Every summer from 1899 on, Clarence Edmonds Hemingway and his family traveled from Oak Park to Walloon Lake in upper Michigan. The retreat inspired Clarence’s son, Ernest, to write the chronicles of Nick Adams. It also gave the elder Hemingway much-needed relief-from his hay fever. A century ago, hay fever sufferers didn’t associate late summer with ragweed’s bloom, says Gregg Mitman, who is documenting the history of allergies. But, he says, “they did associate August 15th as the time their symptoms would appear quite regularly.”
Seasonal allergies, it turns out, didn’t always exist. In his new book Breathing Space (Yale University Press, $30), Mitman, a history of science prof at the University of Wisconsin–Madison, traces their rise back to the railroad expansion of the 1870s, which disturbed soils and sparked ragweed’s invasion.

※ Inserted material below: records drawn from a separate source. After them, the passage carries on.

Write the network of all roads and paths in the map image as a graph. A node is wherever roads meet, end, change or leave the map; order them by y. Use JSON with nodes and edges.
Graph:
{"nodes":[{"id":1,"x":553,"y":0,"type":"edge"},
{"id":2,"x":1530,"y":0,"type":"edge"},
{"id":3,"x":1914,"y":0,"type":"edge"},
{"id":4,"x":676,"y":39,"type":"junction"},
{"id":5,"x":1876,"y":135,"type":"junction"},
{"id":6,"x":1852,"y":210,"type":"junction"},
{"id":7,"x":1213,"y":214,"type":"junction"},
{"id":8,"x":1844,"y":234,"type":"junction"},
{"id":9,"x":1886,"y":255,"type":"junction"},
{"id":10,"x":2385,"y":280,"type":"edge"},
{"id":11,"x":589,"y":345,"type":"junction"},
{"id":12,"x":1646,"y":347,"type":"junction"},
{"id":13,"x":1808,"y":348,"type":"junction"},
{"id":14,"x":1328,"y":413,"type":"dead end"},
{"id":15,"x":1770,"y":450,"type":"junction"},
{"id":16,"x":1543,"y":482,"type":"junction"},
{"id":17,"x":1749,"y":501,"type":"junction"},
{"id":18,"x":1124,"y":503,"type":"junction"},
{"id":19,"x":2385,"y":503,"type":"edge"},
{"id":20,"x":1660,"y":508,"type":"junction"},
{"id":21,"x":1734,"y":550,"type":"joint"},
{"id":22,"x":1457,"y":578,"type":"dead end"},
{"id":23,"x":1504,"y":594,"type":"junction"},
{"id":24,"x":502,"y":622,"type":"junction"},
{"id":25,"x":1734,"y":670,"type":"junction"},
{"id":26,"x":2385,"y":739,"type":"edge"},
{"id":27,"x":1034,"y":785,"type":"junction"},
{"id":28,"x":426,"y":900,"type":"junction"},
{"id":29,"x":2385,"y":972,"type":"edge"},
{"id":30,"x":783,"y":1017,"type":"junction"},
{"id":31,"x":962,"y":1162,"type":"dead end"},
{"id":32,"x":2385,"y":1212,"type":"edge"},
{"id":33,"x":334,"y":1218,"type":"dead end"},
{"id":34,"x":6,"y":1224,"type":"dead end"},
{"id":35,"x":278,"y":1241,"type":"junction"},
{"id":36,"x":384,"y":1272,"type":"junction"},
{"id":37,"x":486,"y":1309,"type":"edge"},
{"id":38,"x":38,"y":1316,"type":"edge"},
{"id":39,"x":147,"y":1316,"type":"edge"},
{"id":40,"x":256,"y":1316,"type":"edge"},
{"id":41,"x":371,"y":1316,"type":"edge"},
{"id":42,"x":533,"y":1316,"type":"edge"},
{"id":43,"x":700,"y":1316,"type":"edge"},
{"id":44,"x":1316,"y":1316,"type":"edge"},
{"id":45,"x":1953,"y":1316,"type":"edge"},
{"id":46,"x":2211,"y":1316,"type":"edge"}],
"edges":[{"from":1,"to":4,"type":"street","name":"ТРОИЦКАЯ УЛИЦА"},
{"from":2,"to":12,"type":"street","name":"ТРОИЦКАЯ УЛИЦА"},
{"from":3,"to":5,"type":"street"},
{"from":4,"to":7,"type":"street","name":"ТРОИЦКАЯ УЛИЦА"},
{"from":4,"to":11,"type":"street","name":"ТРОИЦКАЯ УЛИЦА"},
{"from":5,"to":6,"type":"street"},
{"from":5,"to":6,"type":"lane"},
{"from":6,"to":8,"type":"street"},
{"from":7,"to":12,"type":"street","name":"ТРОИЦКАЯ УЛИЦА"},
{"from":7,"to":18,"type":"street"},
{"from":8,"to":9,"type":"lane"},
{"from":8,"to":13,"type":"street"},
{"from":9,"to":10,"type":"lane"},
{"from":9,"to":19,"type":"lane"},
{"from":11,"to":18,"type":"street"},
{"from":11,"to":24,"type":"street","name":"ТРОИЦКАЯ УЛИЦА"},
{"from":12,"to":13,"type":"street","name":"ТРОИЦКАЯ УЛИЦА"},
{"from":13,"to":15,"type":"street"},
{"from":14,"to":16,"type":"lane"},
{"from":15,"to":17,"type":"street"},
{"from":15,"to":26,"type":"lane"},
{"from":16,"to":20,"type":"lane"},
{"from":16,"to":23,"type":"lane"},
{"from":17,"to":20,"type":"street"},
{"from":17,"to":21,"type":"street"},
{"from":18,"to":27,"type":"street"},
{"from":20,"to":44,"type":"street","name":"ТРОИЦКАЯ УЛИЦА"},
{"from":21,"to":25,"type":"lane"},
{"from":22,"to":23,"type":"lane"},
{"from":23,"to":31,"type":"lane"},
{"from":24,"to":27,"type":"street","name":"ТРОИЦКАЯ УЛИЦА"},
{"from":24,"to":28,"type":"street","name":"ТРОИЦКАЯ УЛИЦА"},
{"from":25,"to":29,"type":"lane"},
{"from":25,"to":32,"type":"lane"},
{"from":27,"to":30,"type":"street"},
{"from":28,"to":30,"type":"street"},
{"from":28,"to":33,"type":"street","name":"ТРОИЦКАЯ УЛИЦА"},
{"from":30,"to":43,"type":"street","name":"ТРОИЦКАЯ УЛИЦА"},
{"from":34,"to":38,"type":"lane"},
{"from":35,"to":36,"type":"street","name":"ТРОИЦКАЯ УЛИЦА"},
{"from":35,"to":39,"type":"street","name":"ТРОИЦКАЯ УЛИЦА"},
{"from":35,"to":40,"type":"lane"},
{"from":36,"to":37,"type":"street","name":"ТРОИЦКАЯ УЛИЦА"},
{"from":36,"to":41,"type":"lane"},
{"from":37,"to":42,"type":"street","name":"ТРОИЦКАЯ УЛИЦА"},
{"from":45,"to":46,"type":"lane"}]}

While sorting through historical and medical archives, Mitman found an urban asthma epidemic from the 1960s-which largely affected Latino and African American communities-that white psychiatrists and clinical allergists at the time attributed to the emotional unrest of the civil rights movement. “That was just . . . shocking to me,” says Mitman, “that physicians and psychiatrists really considered that [as] a viable explanation [for] the first wave of the urban asthma epidemic.” In cities such as Chicago, the epidemic continues unabated to this day.